Future growth in the voluntary sector will come mostly at its fringes, rather than in traditional charitable organisations, according to Karl Wilding, director of public policy at the National Council for Voluntary Organisations.
Speaking at a session called "The Road Ahead" at the NCVO annual conference in London yesterday, Wilding said: "I think the sector will grow, but I think the growth is at the borders with the state, with business, with individuals."
He said that this would include responsible business, informal or community-led solutions to local problems and voluntary-public partnerships to create mutuals and spin-out organisations.
"I’m increasingly positive about the future of voluntary action in this country; there is so much coming up from the grass roots as a result of austerity," said Wilding.
One example of this was technology-enabled offers of assistance to flood victims in the UK earlier this year, he said.
But he also noted that voluntary action and the voluntary sector were often not one and the same.
He said that while both the Conservatives and Labour were committed to encouraging voluntary and community action as part of the big society concept, "neither of these two organisations are that interested in voluntary organisations, but they are very interested in voluntary action".
Wilding said the public was not necessarily engaged by the traditional voluntary sector organisations. "I don’t detect a huge amount of public interest in the sector per se," he said. "I wonder how many people see the bigger charities as part of the 1 per cent – the establishment: part of the problem and not the solution."
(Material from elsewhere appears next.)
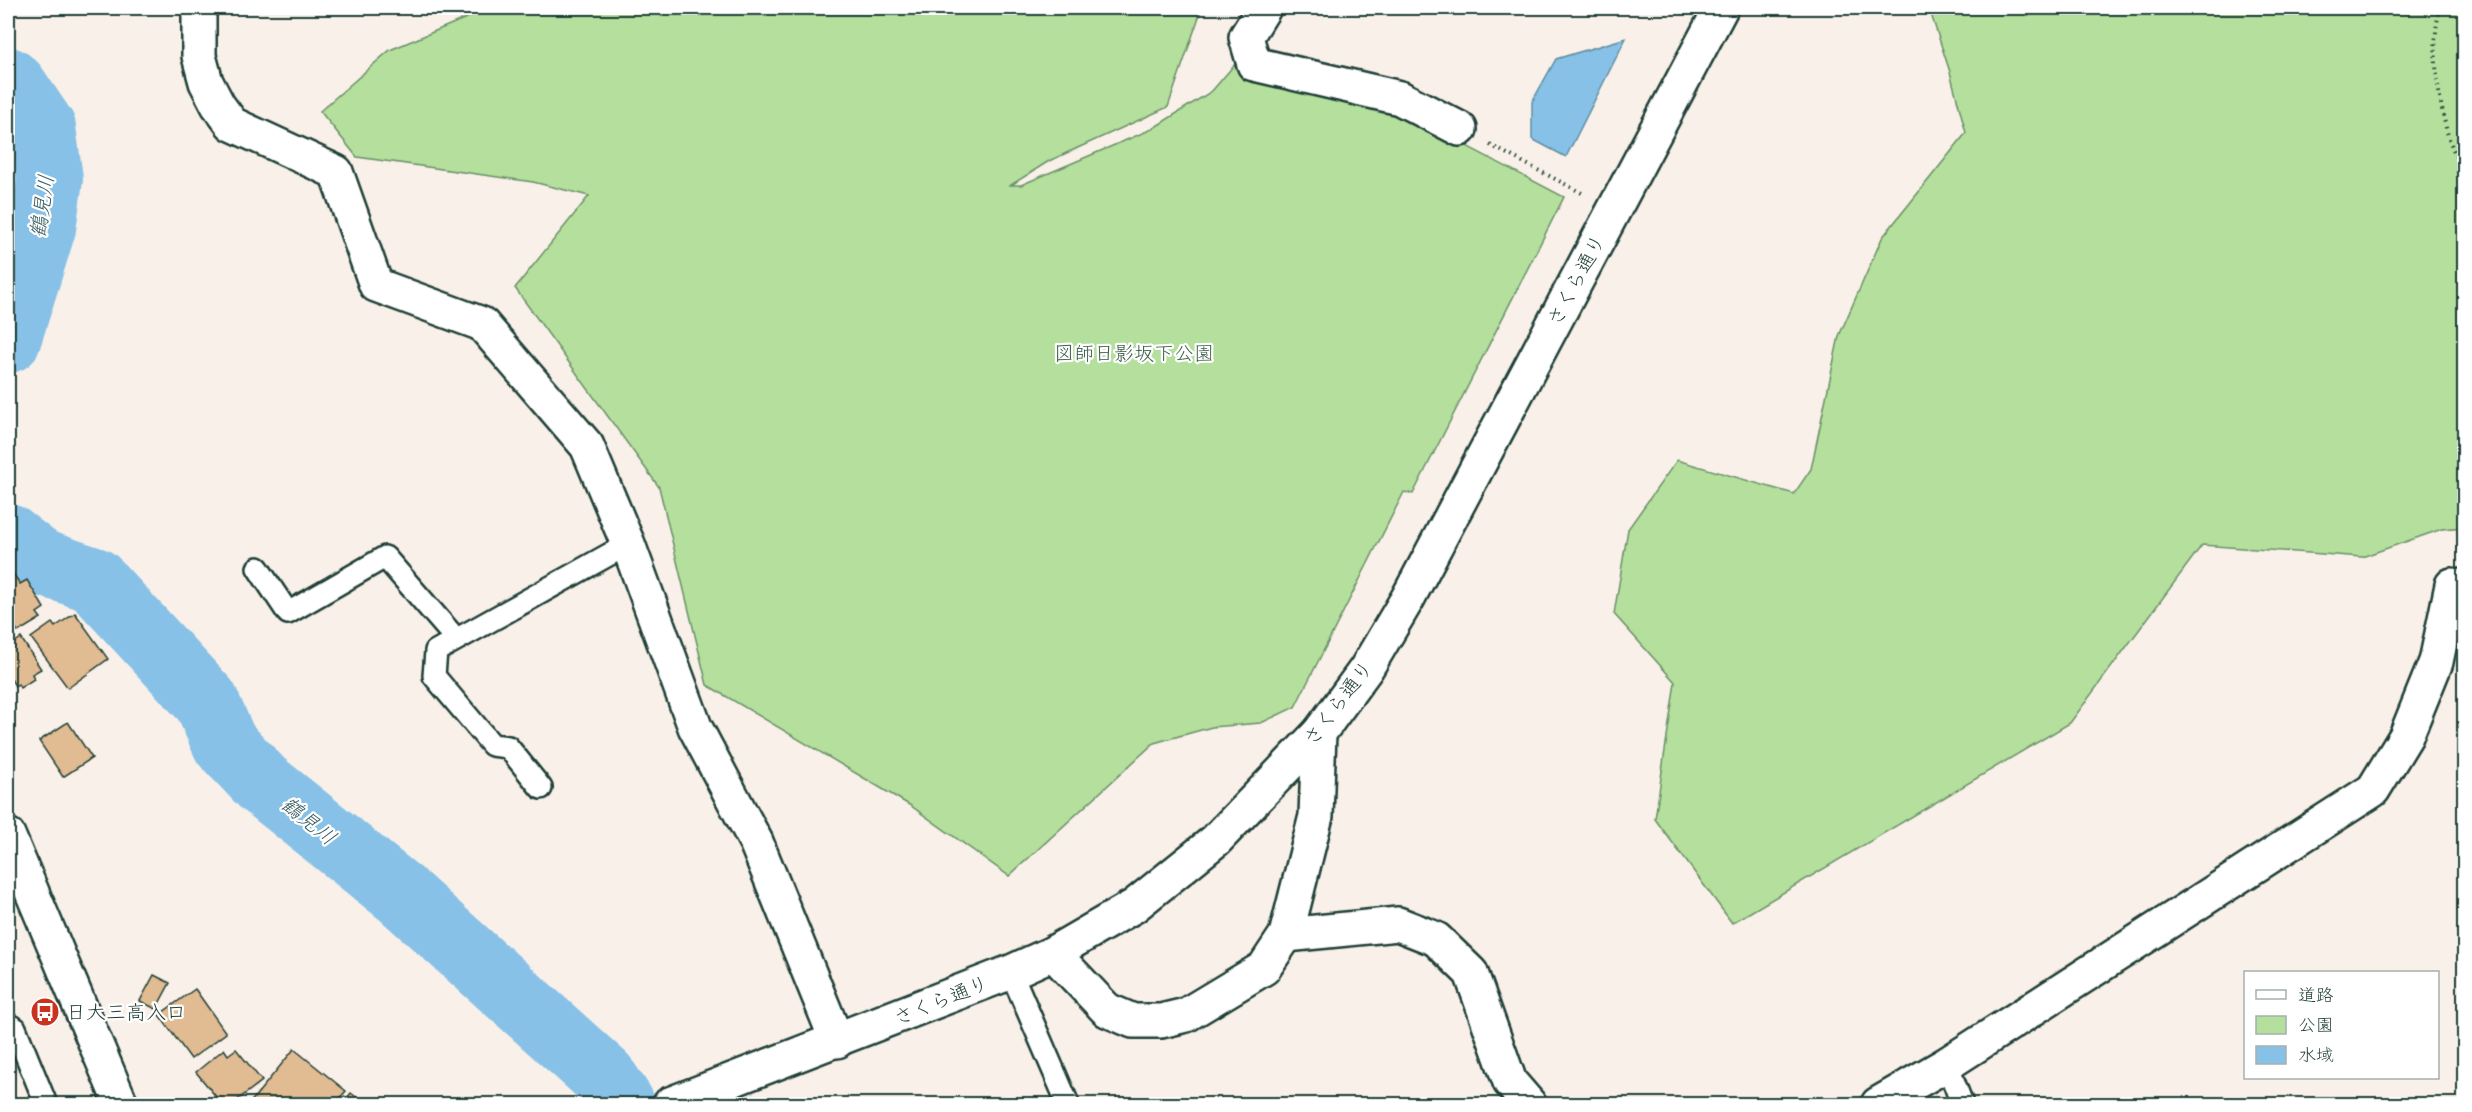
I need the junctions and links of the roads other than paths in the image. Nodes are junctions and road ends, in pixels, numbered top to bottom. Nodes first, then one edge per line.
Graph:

The role of business in achieving what the voluntary sector wanted to achieve would also grow, Wilding said, in part because of the interests of the younger generation of workers. "Millennials [people who entered the workforce after the turn of this century] are sector agnostics," he said. "They don’t care if they work for the voluntary sector or not; they just want to do good."
Wilding said the role of responsible businesses was also likely to grow through the relatively new community interest company structure, and the growing B Corporation movement.
B Corporations are organisations committed to improved social, environmental, accountability and transparency standards. There are currently 257 in the US, seven in the UK.
"If we want to do social good, should we still be doing it through the old-fashioned organisations?" Wilding asked.
On the voluntary sector’s campaigning role, he said the sector "regularly gets it in the neck" from both those saying the sector does too much campaigning, and those arguing they don’t do enough. "I can’t help but feel that if we’re in the middle we must be doing it right," he said.